Red, White And Blue

In Films, R by David Watson

Erica (Amanda Fuller) is a sad, emotionally damaged, promiscuous young woman who takes refuge from the lonely bleakness of her life in the nightly, anonymous, mechanically joyless sexual encounters she indulges in as she trawls the bars and clubs of Austin, Texas for one-night stands.

Erica (Amanda Fuller) is a sad, emotionally damaged, promiscuous young
woman who takes refuge from the lonely bleakness of her life in the nightly,
anonymous, mechanically joyless sexual encounters she indulges in as she trawls
the bars and clubs of Austin, Texas for one-night stands.

She forms a tentative bond with
quiet drifter Nate (Noah Taylor), a
borderline sociopath recently honourably discharged from the Army after serving
as an ‘interrogator’ in Iraq. Nate
may or may not be mulling over a job offer with the CIA and is a little batsh*t
nuts but he’s a gentleman and the only guy in town who treats her with respect
and hasn’t tried to sleep with her and their platonic romance offers some
measure of redemption and peace for them both.

A peace that’s shattered when
wannabee rock star and Mamma’s boy Franki (Marc
Senter
), a one-night stand who, once upon a time, gang-banged Erica with
his band buddies tears into her life with a little bone to pick with her. When Erica doesn’t come home, quiet,
unassuming Nate who has an almost Biblical sense of wrath sets out to find her,
a quest that will end in tragedy and brutal, unforgiving violence.

An impressive study of loneliness,
alienation and the transformative power of love that morphs around the halfway
mark into a very nasty slasher/revenge movie, Red, White & Blue unfolds at a haunting, almost glacially
naturalistic pace, lulling the audience before hammer-punching them in the guts
with some terrifying scenes of torture and violence as Nate’s psychosis and
capacity for violence are let off the leash.
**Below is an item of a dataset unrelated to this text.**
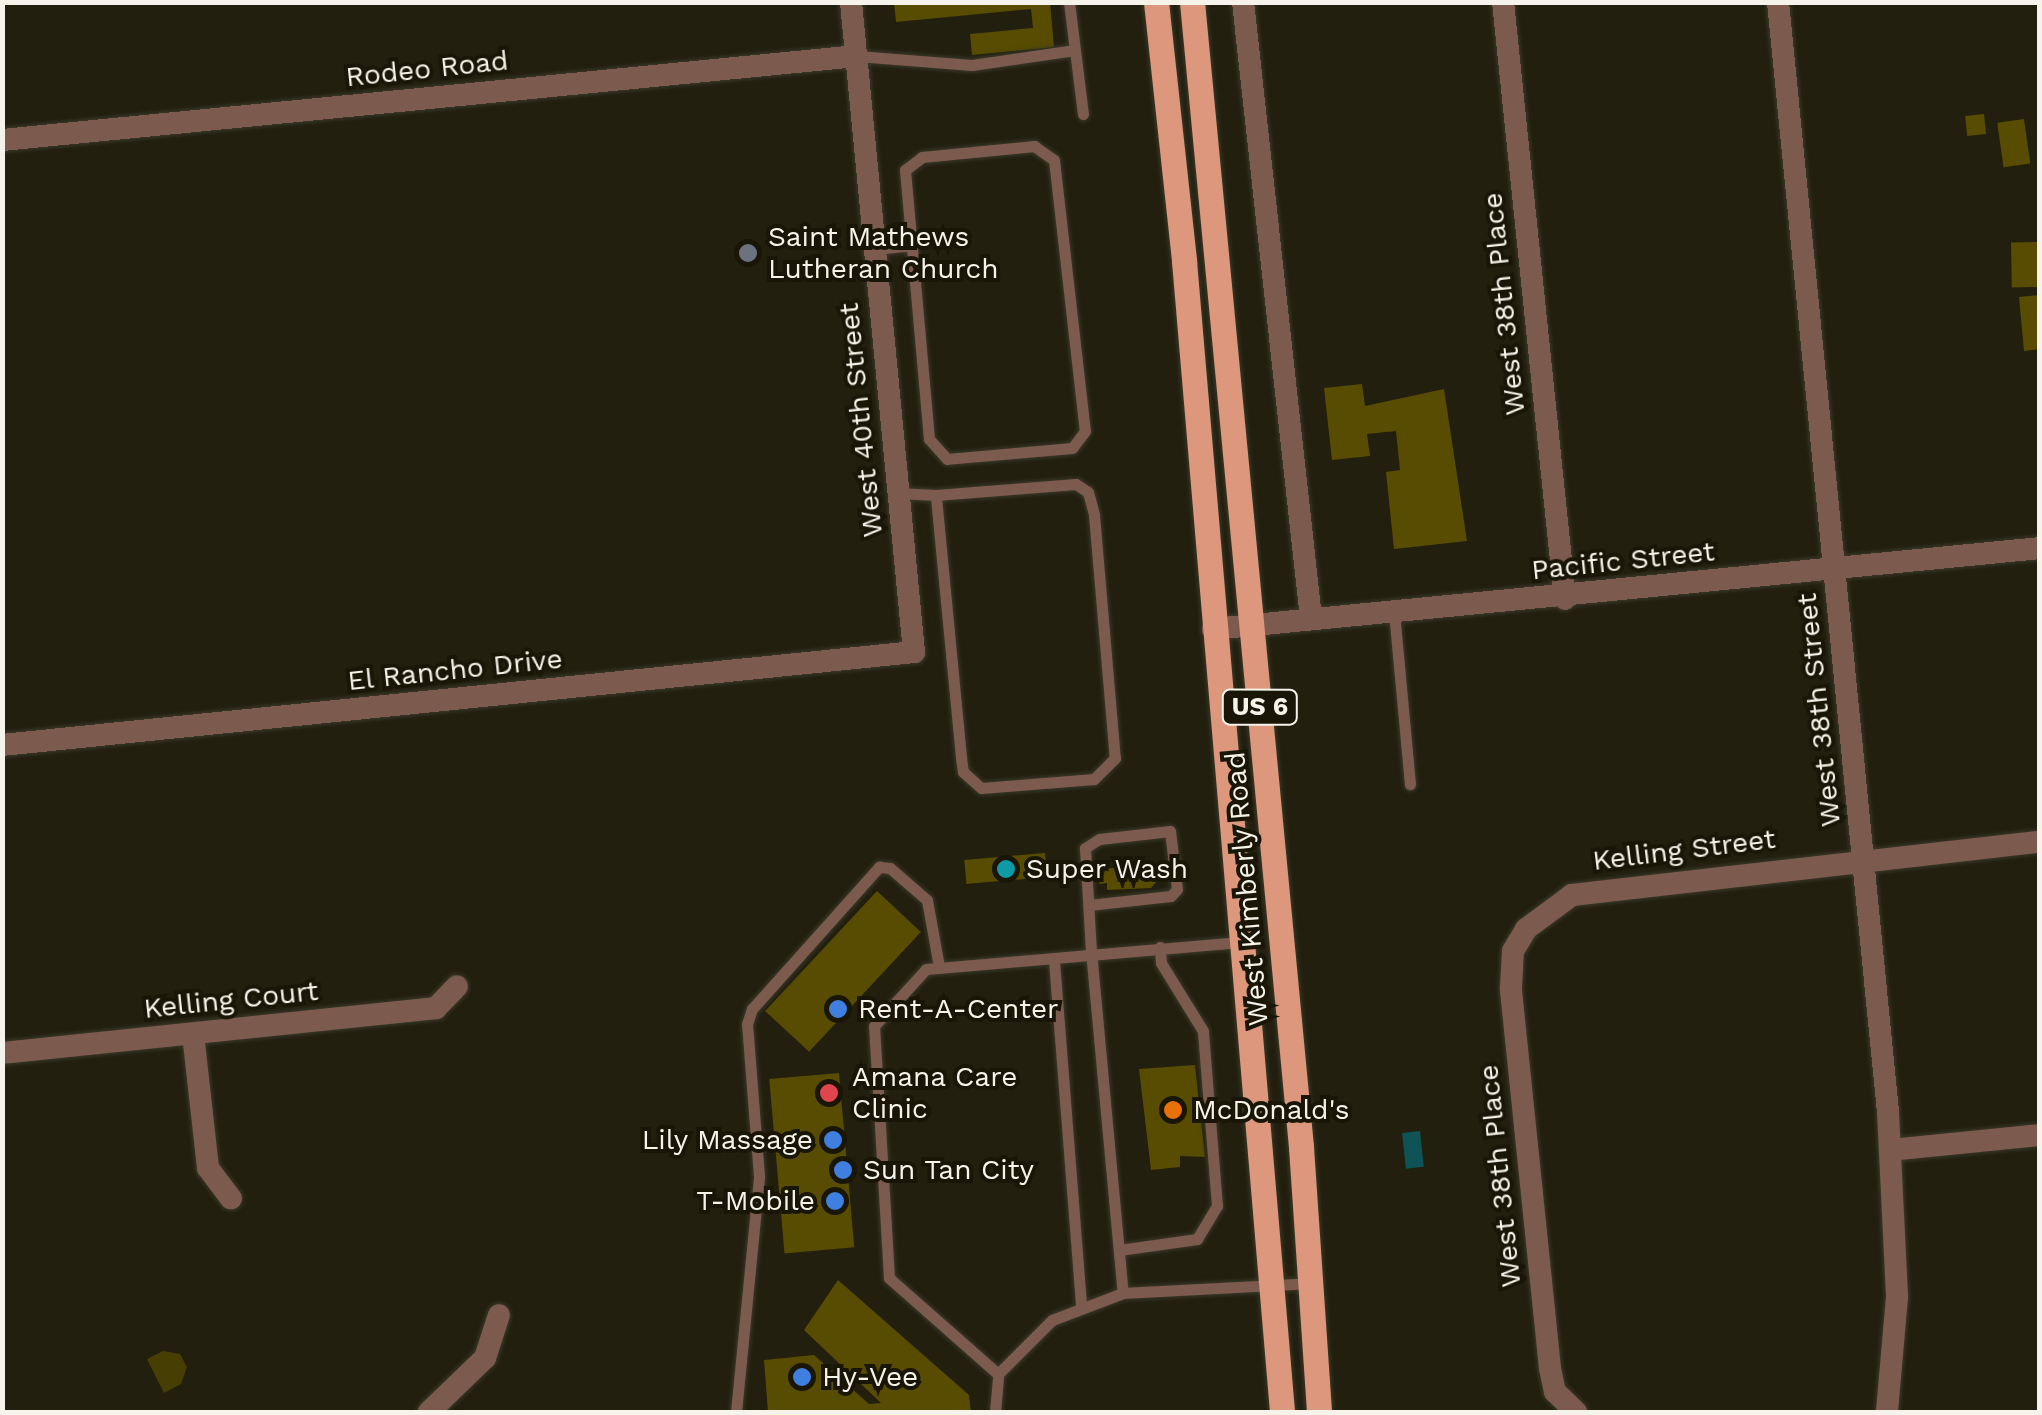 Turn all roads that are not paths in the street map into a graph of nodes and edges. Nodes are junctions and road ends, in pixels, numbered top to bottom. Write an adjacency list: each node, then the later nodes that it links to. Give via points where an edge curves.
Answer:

While it deals with some pretty
raw emotions the film is beautifully nuanced with fantastic performances from
Taylor, Senter and, particularly, Fuller whose small-town slut is a heartbreakingly
tragic figure, bringing mayhem to the lives of those around her while never
losing the audience’s sympathy.
Senter brings the same note of whiny self-absorption to his role that
made him so mesmerising in The Lost
and Taylor is a terrifying force of vengeance. The scene where he tortures the young daughter of one of
Franki’s friends to make her father is truly horrific, all the more so because
we never see the wounds he inflicts or doubt his conviction to follow through
on his threats.

Sartre said that: “Hell is other
people’” and this couldn’t be truer than in Red, White & Blue.
A horror film where the horror comes from the bad, selfish decisions of
the protagonists, spiraling into a cycle of violence that lays waste to all, Red, White & Blue is a visceral,
powerful piece of cinema from a ferociously talented British director.